En el suelo, el calor no es simplemente un número en un pirómetro. Se trata también de la rapidez con la que la energía llega al material, de cómo se distribuye esa energía sobre la superficie del vidrio, y de la repetibilidad de este proceso, shift tras shift. Cuando se trabajan con agua, resinas o capas adhesivas, una secado inconstante se hace evidente rápidamente: aparecen manchas, estrés en los bordes, adhesión deficiente en las capas laminadas, y los sellos en el vidrio aislante no se solidifican como deberían. Los hornos por convección tienden a causar problemas debido a sus lentas velocidades de calentamiento y a perfiles térmicos irregulares. Los calentadores de contacto pueden dejar marcas o causar un calentamiento desigual en las zonas donde entran en contacto con el vidrio. Una lámpara de secado sin contacto permite controlar mejor el perfil térmico.

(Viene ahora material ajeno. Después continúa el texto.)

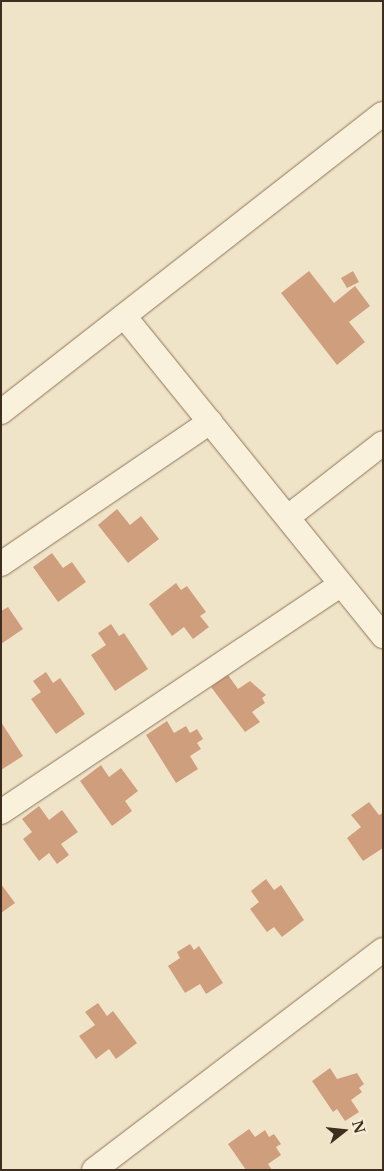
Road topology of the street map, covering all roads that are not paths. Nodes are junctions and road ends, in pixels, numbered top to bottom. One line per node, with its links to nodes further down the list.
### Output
1 (383, 114): 2 (street)
2 (124, 316): 3 (street); 4 (street)
3 (1, 412)
4 (210, 422): 6 (street); 7 (street)
5 (383, 443): 6 (street)
6 (288, 517): 8 (street)
7 (1, 564)
8 (341, 584): 9 (street); 10 (street)
9 (383, 636)
10 (1, 812)
11 (383, 950): 12 (street)
12 (94, 1170)

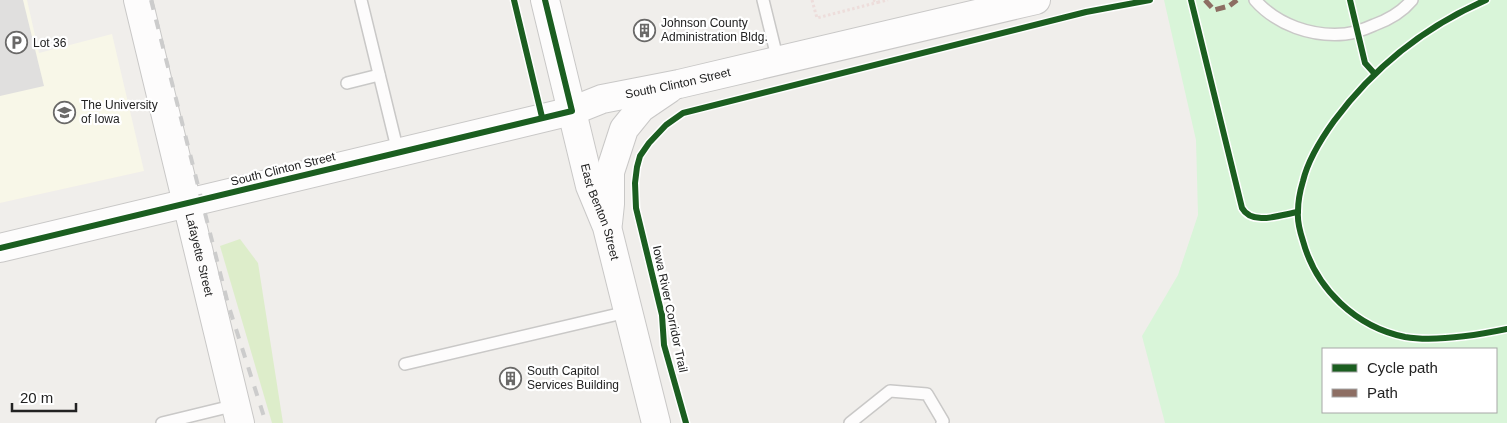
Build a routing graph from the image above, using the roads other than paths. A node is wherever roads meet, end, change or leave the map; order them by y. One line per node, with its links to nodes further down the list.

Hemos diseñado esta lámpara utilizando emisores de infrarrojo de onda corta (NIR), incrustados en un revestimiento de cuarzo. Elegimos este material porque permite una transferencia rápida de energía y un control preciso del espectro de radiación. La respuesta es rápida, en segundos, no en minutos, lo que permite mantener el ritmo de las líneas de producción sin tener que esperar a que todo el material alcance la temperatura adecuada. El haz de luz distribuye de manera uniforme la potencia térmica a lo largo de toda la anchura del vidrio, lo que reduce los gradientes térmicos que causan deformaciones y estrés térmico. La potencia está ajustada para uso industrial, con opciones de voltaje estándar y terminales que facilitan su integración en transportadores y estructuras existentes.
En el procesamiento del vidrio, el tiempo es crucial, y este método se adapta perfectamente a ello. En los procesos de templado y doblado, se puede secar previamente las capas de recubrimiento y las resinas antes de llevarlas al horno, lo que reduce el riesgo de burbujas y defectos en la superficie. En la laminación de EVA/SGP/PVB, la lámpara elimina los solventes y activa previamente las capas intermedias, lo que acorta los ciclos de vacío y mejora la claridad óptica. Con recubrimientos tipo Low-E y otros tipos, se puede secar el material sin sobrecalentarlo, lo que ayuda a proteger la emisividad y la integridad de la película. En el ensamblaje de vidrio aislante, esta lámpara acelera la activación de los desecantes y la curado de los sellos, lo cual es útil cuando se trabaja en condiciones húmedas.
La instalación es sencilla. Basta con montar la lámpara, alinear su haz de luz con el camino del vidrio y ajustar la potencia. Hay poco espacio disponible, generalmente solo unas decenas de milímetros, por lo que se puede instalar en espacios donde no caben equipos más grandes.
Es un sistema sin contacto, por lo que no hay necesidad de preocuparse por el desgaste causado por los rodillos de contacto. Sin embargo, se requiere que las lentes estén limpias y que el seguimiento del movimiento del vidrio sea preciso. El polvo en las lentes o un mal alineamiento pueden causar manchas en el vidrio. Mantenga las lentes limpias y verifique que el transporte del vidrio sea preciso, así mantendrá una salida estable, shift tras shift.